(Source data)
---

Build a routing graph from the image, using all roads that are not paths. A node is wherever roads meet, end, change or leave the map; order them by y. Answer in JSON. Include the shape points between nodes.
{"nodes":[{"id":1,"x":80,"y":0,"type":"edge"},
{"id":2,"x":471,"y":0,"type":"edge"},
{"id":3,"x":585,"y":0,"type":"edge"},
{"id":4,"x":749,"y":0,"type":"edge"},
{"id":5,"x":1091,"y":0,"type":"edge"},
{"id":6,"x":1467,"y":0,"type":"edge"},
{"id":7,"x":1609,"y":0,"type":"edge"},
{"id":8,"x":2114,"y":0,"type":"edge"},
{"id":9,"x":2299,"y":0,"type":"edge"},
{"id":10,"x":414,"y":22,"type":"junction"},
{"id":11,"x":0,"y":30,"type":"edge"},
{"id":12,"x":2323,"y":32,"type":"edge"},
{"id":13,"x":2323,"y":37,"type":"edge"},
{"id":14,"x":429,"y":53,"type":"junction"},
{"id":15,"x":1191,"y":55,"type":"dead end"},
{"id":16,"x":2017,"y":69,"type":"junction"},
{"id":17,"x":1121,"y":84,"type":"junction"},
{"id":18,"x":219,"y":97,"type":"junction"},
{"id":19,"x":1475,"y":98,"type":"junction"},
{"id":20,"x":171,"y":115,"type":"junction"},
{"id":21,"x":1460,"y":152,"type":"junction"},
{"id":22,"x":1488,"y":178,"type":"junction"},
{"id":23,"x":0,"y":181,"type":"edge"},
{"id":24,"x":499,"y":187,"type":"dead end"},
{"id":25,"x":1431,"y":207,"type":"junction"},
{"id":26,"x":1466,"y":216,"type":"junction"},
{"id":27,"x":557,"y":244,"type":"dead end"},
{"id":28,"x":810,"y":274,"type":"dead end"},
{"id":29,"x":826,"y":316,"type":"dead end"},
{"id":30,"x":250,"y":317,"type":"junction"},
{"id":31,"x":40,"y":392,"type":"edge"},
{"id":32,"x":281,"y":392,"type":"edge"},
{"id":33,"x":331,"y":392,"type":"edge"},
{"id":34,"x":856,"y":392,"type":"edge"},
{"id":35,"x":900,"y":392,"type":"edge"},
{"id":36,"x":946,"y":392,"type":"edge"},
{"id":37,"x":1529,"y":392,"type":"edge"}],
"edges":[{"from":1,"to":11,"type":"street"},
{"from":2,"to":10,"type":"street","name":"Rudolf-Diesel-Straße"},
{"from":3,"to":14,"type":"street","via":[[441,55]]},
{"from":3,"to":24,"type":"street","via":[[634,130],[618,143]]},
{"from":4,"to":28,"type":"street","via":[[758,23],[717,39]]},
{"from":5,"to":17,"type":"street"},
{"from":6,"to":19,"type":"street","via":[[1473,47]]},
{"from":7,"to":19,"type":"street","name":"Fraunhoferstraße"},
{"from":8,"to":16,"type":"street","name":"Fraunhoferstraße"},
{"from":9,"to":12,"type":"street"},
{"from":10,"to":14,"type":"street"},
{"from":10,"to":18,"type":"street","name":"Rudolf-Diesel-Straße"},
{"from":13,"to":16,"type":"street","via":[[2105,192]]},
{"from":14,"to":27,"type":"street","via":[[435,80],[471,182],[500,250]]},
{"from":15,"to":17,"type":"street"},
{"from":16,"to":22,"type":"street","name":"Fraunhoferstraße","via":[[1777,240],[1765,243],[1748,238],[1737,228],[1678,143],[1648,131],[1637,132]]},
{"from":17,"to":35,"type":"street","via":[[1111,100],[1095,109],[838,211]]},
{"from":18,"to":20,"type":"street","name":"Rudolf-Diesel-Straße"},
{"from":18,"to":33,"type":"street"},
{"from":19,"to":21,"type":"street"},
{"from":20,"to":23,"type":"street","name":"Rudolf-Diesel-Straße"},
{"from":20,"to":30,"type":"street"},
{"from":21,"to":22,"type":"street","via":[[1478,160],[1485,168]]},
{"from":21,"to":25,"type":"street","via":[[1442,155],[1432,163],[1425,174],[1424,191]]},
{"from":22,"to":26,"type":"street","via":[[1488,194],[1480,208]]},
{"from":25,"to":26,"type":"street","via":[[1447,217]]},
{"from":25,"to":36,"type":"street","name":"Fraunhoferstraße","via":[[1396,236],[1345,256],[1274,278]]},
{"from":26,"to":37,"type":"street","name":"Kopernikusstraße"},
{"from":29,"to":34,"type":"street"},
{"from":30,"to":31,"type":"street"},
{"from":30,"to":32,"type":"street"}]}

---

**About this task**
Lines in the data that include the word "nodes" should all be copied.

**Problem solution**
Build a routing graph from the image, using all roads that are not paths. A node is wherever roads meet, end, change or leave the map; order them by y. Answer in JSON. Include the shape points between nodes.
{"nodes":[{"id":1,"x":80,"y":0,"type":"edge"},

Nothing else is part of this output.